REQUIRED ACTION - Find every line below with the string "change" and pick it out.

RECORDS FOR PROCESSING -
- - - - -
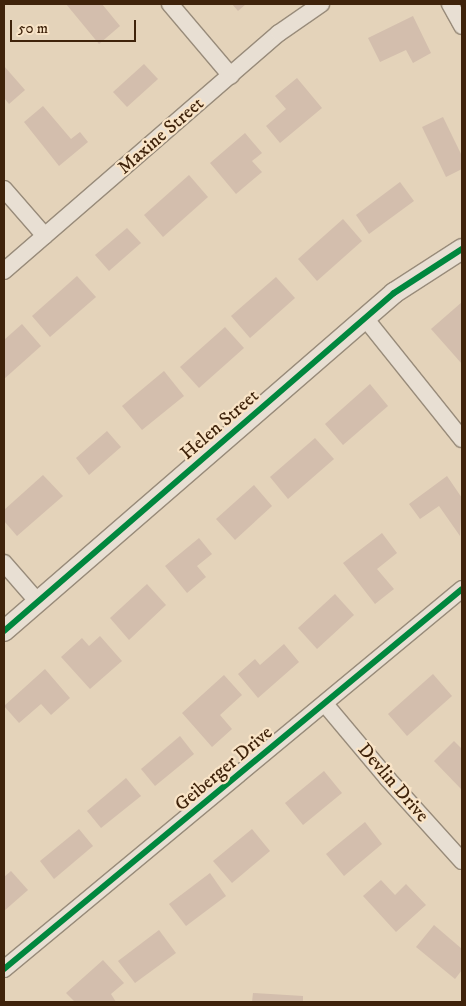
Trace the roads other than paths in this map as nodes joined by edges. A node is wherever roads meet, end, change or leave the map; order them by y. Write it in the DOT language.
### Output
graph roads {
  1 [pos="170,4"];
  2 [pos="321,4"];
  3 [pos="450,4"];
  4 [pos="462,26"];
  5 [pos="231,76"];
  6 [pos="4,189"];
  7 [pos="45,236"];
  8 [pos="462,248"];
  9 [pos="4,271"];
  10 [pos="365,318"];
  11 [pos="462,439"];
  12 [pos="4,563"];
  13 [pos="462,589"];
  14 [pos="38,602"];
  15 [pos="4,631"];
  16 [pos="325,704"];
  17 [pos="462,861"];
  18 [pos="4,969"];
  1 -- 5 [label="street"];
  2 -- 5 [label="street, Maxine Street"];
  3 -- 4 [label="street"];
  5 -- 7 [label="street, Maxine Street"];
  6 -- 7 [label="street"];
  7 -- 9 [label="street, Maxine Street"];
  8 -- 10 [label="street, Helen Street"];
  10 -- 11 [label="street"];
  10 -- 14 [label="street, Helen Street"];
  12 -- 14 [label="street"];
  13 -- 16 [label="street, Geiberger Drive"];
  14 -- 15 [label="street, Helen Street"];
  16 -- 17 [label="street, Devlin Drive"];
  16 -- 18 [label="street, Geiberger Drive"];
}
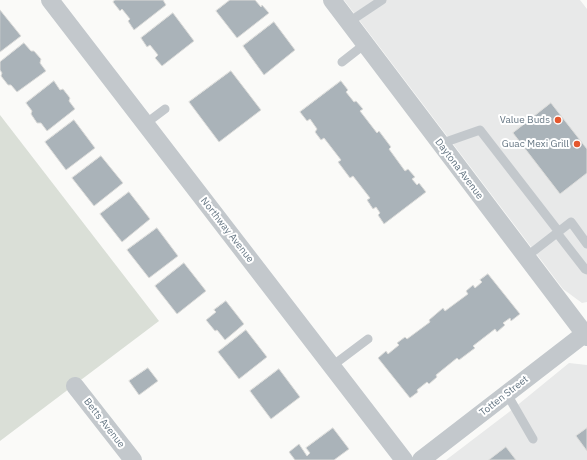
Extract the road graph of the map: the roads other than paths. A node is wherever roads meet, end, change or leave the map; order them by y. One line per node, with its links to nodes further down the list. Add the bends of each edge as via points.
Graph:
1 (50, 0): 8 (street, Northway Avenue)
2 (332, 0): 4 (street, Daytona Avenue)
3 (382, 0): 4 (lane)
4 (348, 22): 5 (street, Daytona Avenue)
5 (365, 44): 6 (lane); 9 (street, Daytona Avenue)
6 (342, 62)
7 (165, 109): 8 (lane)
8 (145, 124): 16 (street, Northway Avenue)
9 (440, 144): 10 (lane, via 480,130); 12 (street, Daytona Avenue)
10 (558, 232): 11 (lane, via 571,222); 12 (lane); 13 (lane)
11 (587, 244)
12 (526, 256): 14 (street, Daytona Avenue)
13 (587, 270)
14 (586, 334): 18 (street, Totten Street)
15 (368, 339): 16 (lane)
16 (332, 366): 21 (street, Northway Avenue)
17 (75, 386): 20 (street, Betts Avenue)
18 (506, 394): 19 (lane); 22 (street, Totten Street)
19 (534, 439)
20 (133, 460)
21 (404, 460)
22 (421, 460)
- - - - -
PROBLEM SOLUTION -
Trace the roads other than paths in this map as nodes joined by edges. A node is wherever roads meet, end, change or leave the map; order them by y. Write it in the DOT language.
Extract the road graph of the map: the roads other than paths. A node is wherever roads meet, end, change or leave the map; order them by y. One line per node, with its links to nodes further down the list. Add the bends of each edge as via points.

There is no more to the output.